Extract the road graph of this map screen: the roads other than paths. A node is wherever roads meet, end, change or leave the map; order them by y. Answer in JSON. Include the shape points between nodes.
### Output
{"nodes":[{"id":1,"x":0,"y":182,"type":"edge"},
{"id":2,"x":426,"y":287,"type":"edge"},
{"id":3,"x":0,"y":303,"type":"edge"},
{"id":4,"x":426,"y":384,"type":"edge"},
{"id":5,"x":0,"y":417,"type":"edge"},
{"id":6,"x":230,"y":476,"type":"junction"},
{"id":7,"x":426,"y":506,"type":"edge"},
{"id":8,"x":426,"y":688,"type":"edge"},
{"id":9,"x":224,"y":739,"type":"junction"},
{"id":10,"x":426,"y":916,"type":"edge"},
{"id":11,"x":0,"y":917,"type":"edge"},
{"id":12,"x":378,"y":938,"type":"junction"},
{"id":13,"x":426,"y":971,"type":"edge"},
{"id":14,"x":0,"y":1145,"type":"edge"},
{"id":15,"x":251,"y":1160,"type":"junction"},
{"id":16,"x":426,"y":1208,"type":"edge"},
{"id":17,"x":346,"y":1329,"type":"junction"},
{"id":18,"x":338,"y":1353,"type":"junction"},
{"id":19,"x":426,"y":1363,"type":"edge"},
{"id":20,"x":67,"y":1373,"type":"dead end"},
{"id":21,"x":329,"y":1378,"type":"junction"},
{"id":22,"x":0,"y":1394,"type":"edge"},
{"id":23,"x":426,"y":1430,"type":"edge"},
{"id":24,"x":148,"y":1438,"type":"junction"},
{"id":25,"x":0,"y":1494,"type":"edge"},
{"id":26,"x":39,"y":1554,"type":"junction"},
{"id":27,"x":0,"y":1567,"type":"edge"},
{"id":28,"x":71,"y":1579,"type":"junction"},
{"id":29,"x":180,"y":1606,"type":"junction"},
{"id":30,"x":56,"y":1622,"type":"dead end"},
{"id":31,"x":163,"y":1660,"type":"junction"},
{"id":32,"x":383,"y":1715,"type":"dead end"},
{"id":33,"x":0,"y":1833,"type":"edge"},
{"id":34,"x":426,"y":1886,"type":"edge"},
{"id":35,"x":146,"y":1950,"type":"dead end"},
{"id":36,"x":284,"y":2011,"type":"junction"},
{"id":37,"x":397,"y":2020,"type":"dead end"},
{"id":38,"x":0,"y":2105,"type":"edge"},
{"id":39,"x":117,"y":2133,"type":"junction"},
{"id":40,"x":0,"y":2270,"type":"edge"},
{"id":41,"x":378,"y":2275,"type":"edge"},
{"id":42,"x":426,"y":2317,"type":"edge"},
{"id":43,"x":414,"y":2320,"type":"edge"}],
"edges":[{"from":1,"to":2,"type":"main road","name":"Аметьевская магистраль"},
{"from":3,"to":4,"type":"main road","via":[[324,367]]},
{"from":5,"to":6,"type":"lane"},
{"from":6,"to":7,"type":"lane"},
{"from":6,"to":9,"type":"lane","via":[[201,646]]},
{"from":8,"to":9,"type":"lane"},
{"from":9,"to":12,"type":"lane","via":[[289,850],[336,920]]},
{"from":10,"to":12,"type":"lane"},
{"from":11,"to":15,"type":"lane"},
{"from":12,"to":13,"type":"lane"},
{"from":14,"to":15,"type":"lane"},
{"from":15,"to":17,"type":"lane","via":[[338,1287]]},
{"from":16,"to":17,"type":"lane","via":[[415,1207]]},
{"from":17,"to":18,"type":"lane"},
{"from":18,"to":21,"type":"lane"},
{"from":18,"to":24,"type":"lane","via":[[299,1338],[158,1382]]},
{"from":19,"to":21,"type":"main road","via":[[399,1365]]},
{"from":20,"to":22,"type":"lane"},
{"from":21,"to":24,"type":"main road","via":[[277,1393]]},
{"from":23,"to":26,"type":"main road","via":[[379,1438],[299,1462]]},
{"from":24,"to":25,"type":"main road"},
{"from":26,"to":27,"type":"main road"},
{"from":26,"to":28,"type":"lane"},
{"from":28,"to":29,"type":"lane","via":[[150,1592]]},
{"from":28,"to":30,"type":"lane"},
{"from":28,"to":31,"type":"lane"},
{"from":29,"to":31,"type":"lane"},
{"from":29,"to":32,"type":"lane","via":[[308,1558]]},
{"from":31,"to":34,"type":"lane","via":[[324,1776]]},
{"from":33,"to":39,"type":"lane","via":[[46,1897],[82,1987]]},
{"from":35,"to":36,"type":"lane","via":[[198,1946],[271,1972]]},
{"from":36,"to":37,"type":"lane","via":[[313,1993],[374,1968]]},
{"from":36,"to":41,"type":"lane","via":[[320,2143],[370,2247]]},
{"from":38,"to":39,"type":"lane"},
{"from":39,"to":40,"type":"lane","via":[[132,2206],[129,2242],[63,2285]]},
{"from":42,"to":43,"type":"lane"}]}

----------

*WHAT YOU ARE ASKED TO DO*:
Read each line of the data and count the ones that include "nodes", answering with the number alone.

*TASK OUTPUT*:
2